The artist was Gunter Böhmer, then 27 years old, but who was to go on to become a significant artist across a range of styles. He was born in Dresden in Germany, had studied in Italy, and had worked at Officina Bodoni in Verona with Giovanni Mardersteig, who had created the book design for the Albatross series. In 1934 he had provided illustrations for one Albatross book – the German language edition of Dickens’ ‘The life of our Lord’, and in the course of 1938, he had illustrated another – ‘Victoria Regina’ by Laurence Housman, a series of dramatised episodes in the life of Queen Victoria. He also worked on cover illustrations for an Albatross /Tauchnitz marketing brochure at the end of 1938.
For the Christmas card, Böhmer seems to have been given free rein to produce something that not only glorified Holroyd-Reece as his patron, but extraordinarily featured a significant role for himself as the artist. He appears on the very first page of the card, apparently arriving at Rue Chanoinesse with his sketchbook, palette and a hunting horn, accompanied by a donkey, to meet Holroyd-Reece and an angel. The symbolism of the card is not always easy to understand!

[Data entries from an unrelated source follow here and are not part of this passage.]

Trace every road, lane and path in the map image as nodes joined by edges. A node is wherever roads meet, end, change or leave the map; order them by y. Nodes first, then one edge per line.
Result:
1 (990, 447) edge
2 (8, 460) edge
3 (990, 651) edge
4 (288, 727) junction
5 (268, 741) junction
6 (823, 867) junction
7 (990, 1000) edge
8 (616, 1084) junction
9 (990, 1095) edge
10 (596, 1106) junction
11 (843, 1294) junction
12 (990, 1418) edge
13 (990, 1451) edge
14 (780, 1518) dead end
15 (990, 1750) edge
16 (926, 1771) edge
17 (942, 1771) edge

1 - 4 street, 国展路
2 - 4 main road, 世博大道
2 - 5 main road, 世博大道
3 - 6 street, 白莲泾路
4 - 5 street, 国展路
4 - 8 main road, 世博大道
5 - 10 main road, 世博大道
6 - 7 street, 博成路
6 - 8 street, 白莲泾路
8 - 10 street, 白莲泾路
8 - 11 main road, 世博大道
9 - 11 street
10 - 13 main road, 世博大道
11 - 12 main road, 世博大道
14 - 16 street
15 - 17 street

Throughout the rest of the card there are images of Holroyd-Reece and his wife in various settings, both in the office and in their private rooms, and also of various other Albatross staff working in the offices. Some of the staff can be identified by initials written alongside them – ‘WO’ for Wolfgang Ohlendorf, or ‘SB’ for Sonia Bessarab for example, but others are more mysterious.

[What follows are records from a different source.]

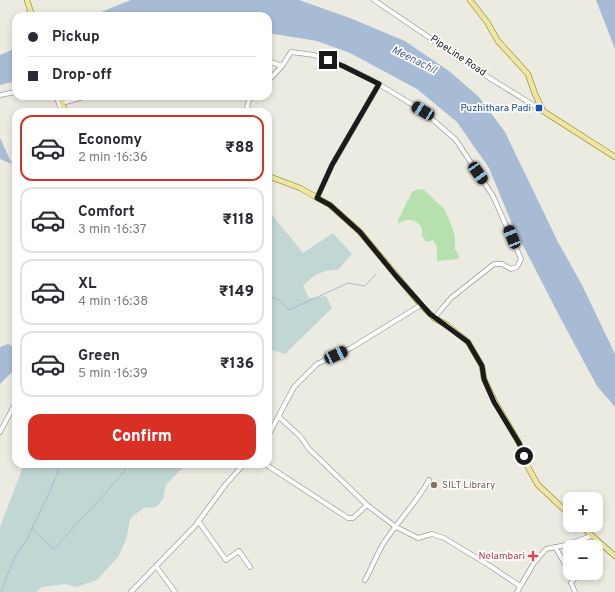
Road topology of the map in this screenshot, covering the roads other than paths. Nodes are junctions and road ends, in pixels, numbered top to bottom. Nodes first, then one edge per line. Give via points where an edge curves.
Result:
1 (27, 0) edge
2 (374, 0) edge
3 (470, 0) edge
4 (31, 12) edge
5 (272, 62) edge
6 (282, 66) junction
7 (272, 77) edge
8 (379, 84) junction
9 (12, 93) edge
10 (0, 95) edge
11 (58, 100) edge
12 (79, 100) edge
13 (63, 108) edge
14 (543, 111) junction
15 (615, 157) edge
16 (272, 178) edge
17 (317, 198) junction
18 (421, 305) junction
19 (434, 318) junction
20 (12, 410) edge
21 (279, 417) junction
22 (272, 429) edge
23 (0, 432) edge
24 (240, 468) edge
25 (271, 468) edge
26 (429, 480) dead end
27 (367, 505) junction
28 (563, 508) edge
29 (199, 522) junction
30 (396, 527) junction
31 (587, 532) edge
32 (591, 536) junction
33 (555, 547) junction
34 (615, 556) edge
35 (563, 560) edge
36 (156, 566) junction
37 (250, 567) dead end
38 (366, 580) dead end
39 (573, 580) edge
40 (520, 586) junction
41 (131, 592) edge
42 (175, 592) edge
43 (517, 592) edge
44 (575, 592) edge

1 - 4 main road
2 - 14 street, PipeLine Road via 483,74
3 - 14 main road via 498,41 528,74
5 - 6 street
6 - 7 street
6 - 8 street via 291,52 314,55
8 - 17 street via 332,165
8 - 19 street via 423,111 456,140 493,196 521,259 517,267 510,269 502,264 494,264 452,298
9 - 10 street
11 - 13 street
12 - 13 street
14 - 15 main road
16 - 17 main road via 300,188
17 - 18 main road via 330,205 360,232
18 - 19 main road
18 - 21 street via 351,348 317,364 294,387
19 - 28 main road via 468,342 482,366 484,379 494,402 519,443 538,485
20 - 23 street
21 - 22 street
21 - 27 street
24 - 29 street
25 - 27 street via 348,518 353,518
26 - 30 street
27 - 30 street
29 - 36 street
29 - 37 street via 226,560 239,551
30 - 38 street via 378,553
30 - 40 street via 418,538 432,534 444,538
31 - 32 main road
32 - 33 street
32 - 34 main road
33 - 35 street
33 - 40 street via 546,549
36 - 41 street
36 - 42 street
39 - 44 street via 570,583
40 - 43 street

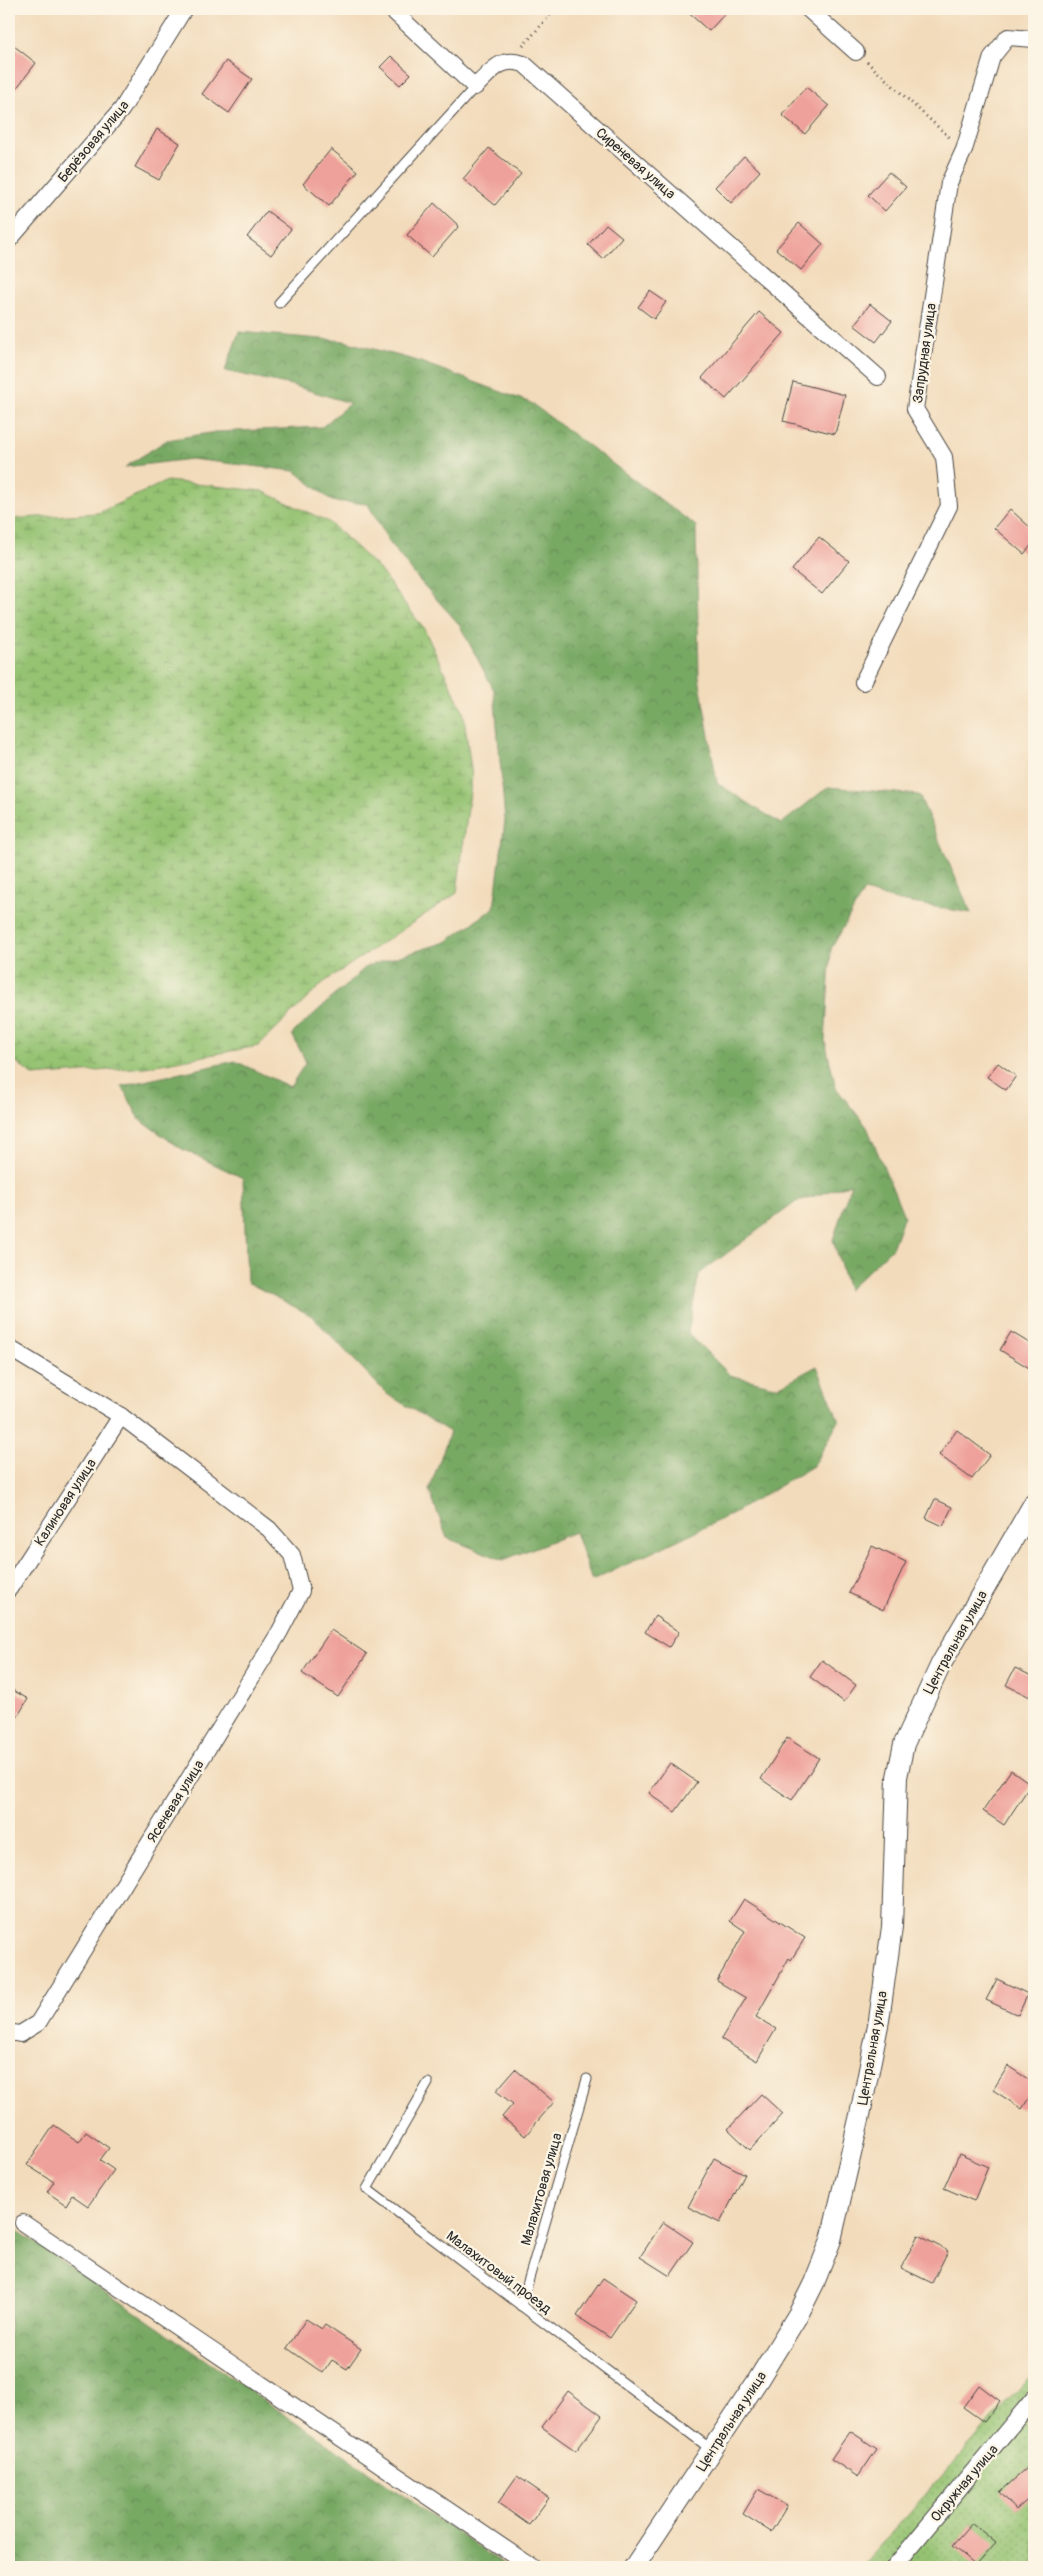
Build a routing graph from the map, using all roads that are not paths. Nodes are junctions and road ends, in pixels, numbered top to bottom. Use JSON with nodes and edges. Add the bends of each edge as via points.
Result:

Perhaps most mysterious of all though is the near constant presence of the artist himself, who wanders in and out of the pages of the card, before again taking centre stage at the end. He’s shown saying goodbye to the Holroyd-Reece family outside the house, before departing past Notre Dame with his donkey, in a scene that seems to evoke Mary and Joseph. The final page shows him and his donkey relaxing together with the hunting horn after a hard day’s work. I can’t think of any other work of art produced for a wealthy patron, where the artist seems to have as large a role as the patron.